Monday, December 18, 2006

Clement Clarke Moore

As I was searching and compiling all the information about Clement Clarke Moore, I ran across this very complete and articulate article and decided to throw away my scribbled notes and post this article written by Jeff Westover.

Clement Clarke Moore: Father, Patriot and Poet
By Jeff Westover

Clement Clarke Moore was one of New York's wealthiest men. And clearly, one of it's most highly educated.
He was born in 1779 to Benjamin Moore, a patriot and an Episcopalian minister. His mother was Charity Clarke, a feisty and ardent supporter of the American cause. He inherited from her side of the family a good portion of land that would someday become the Chelsea District in New York City.
For young Clement C. Moore, his life's work did not lay in the ministry as it did his father. He had a well developed love of language and pursued the learning of ancient dialects of Hebrew, Greek and German. But he was a man of profound attachment to family, home and church. He donated property and for a time assumed the entire debt of Saint Peter's Church.
He married a woman named Catherine Elizabeth and was shamelessly devoted to her. While courting her, Moore wrote to his future mother-in-law that he would carve her name into trees. Together, they had nine children. When her life unexpectedly was taken while she was yet 30 years old, he was devastated. But he assumed her duties and enjoyed fond relationships with his children and grandchildren.
It is not hard to imagine then what transpired that snowy Christmas Eve in 1822. Catherine sent her husband out into the elements to get one more turkey, which she and the children were preparing as a donation to the poor.
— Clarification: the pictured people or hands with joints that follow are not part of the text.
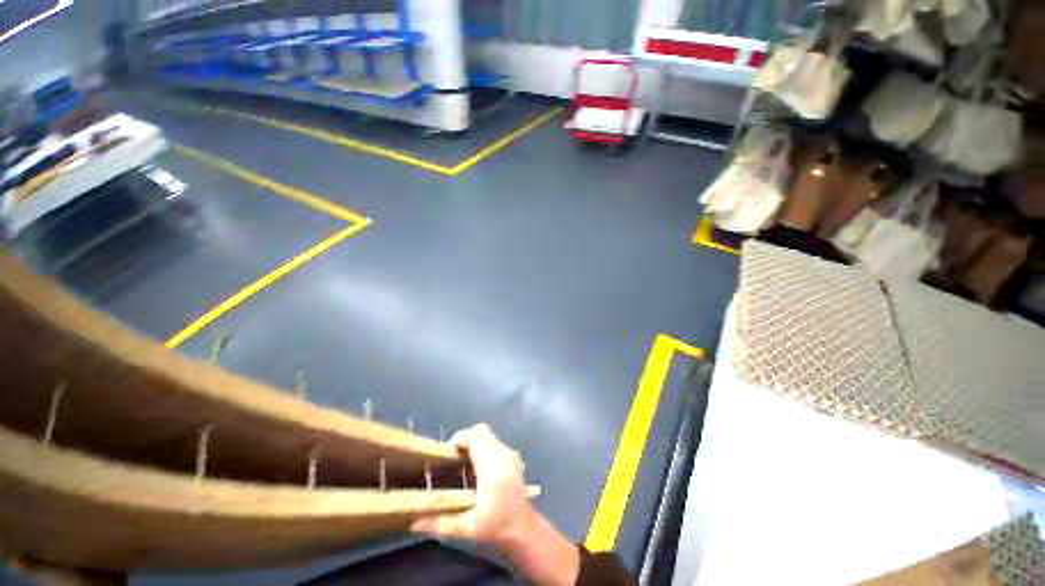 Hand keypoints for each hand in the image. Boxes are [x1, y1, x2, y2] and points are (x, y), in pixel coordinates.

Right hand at [411, 424, 579, 585]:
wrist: (524, 530)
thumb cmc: (496, 527)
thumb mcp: (467, 528)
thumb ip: (441, 523)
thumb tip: (413, 523)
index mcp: (492, 467)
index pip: (475, 437)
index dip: (458, 439)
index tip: (445, 454)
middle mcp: (503, 454)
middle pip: (481, 431)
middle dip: (464, 439)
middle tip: (451, 458)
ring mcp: (510, 453)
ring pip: (488, 435)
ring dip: (473, 442)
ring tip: (461, 463)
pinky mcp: (513, 456)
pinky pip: (493, 442)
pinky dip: (482, 447)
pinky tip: (475, 468)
Their home, with six children at the time, was one filled with love and warmth and tradition.
Clement ventured into town, his coachman being a jolly, round fellow with a long white beard and a most cheerful disposition. After he purchased the needed turkey from Jefferson's Market, with sleigh bells merrily ringing in his ears as the snow fell that Christmas Eve day, he composed a short poem.
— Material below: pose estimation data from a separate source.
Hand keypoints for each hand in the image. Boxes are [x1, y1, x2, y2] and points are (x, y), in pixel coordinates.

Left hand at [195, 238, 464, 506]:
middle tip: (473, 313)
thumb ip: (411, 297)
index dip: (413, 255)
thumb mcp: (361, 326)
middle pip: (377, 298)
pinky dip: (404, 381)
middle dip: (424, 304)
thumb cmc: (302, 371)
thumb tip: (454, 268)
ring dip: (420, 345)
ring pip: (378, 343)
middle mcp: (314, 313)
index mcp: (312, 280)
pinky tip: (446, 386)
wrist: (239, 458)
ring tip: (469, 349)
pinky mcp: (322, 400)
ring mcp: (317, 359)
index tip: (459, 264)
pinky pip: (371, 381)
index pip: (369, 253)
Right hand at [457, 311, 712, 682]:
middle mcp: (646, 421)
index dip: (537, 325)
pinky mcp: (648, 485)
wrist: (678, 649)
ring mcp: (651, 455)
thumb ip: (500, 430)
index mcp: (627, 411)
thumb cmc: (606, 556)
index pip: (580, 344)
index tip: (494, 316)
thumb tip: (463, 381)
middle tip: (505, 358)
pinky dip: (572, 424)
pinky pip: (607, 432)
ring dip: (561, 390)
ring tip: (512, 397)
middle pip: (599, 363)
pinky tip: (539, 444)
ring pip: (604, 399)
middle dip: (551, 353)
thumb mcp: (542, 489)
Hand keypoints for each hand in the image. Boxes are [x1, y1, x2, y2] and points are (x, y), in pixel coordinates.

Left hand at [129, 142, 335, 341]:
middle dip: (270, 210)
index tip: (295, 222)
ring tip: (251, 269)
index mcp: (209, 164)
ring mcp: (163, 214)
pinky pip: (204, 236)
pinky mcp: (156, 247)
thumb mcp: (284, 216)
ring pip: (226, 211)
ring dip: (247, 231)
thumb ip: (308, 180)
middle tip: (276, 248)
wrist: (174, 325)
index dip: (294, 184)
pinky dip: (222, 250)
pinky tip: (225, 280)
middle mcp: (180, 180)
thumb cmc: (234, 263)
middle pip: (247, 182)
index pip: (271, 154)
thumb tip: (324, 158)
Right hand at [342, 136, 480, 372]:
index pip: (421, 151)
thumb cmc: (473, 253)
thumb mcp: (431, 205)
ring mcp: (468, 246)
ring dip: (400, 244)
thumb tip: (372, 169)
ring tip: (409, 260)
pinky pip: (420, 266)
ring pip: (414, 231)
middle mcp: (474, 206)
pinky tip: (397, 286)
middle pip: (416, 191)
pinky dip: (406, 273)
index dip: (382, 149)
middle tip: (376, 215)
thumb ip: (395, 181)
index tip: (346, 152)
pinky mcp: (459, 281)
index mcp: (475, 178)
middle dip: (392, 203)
Moore returned home with the turkey and the family traditions of Christmas took hold. He added to them by delighting his young children that night by the fire with the first reading of "The Night Before Christmas", the poem he had composed that very afternoon. Then, he tucked his handwritten copy of his creation away and gave it no further thought.
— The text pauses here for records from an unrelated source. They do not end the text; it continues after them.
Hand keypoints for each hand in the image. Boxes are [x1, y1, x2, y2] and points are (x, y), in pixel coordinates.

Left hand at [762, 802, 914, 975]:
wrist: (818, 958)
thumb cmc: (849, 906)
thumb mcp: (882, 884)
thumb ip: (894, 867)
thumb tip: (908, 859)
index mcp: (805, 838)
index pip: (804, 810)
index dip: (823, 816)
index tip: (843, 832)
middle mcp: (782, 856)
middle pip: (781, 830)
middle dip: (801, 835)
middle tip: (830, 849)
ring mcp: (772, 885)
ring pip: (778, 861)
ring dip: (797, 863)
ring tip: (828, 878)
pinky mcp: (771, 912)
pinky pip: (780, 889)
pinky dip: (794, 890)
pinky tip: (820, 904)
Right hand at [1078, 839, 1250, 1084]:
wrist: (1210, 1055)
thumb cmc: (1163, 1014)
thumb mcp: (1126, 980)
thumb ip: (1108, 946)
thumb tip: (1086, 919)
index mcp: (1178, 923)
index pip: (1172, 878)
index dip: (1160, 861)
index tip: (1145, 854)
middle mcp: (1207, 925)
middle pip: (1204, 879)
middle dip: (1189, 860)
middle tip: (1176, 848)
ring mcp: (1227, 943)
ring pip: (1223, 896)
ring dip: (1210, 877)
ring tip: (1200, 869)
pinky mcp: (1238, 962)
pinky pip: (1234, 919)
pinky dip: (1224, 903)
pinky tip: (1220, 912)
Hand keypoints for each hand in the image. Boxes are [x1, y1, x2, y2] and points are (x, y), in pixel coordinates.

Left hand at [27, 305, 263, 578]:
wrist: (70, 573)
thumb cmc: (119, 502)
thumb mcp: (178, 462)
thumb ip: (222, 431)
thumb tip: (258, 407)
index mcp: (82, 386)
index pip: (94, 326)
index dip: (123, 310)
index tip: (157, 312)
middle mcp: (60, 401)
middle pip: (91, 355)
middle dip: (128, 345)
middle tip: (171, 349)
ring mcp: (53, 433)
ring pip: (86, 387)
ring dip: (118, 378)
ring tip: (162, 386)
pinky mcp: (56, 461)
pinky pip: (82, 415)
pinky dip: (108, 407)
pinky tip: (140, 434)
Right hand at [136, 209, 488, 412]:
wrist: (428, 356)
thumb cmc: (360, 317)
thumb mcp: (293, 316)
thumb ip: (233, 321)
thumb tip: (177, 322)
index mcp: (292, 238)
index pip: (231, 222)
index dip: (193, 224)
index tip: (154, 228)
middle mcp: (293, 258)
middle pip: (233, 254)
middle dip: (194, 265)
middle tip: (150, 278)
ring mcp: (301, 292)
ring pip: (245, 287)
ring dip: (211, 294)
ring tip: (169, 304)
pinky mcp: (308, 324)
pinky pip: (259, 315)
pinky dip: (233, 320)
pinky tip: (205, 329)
But his poem had made a powerful impression upon his children, who some months later shared it with a visiting family friend. This same friend, not knowing that Moore's sole intent was to keep the poem private, sent it to the Troy Sentinel, where it was published anonymously just before Christmas in 1823.
The poem quickly became beloved of the public and spread Moore's name around the globe. It shaped the imagination of who Santa Claus is and what he looks like. Moore's work provided inspiration for Thomas Nast, an illustrator of political cartoons who gained notoriety as well for his early wood engravings of Christmas scenes published in Harper's Weekly.
By 1844, Moore included A Visit from Saint Nicholas in a published collection of his poetic writings. He was a giant in his community, a trustee of Columbia University, well known in academia for his scholarship in ancient languages and his real estate dealings shaped modern-day Manhatten. But the world knows him and holds him dear for the "trifle", as he called it, that he penned for his children on a chilly sleigh ride back home from the market on Christmas Eve of 1822.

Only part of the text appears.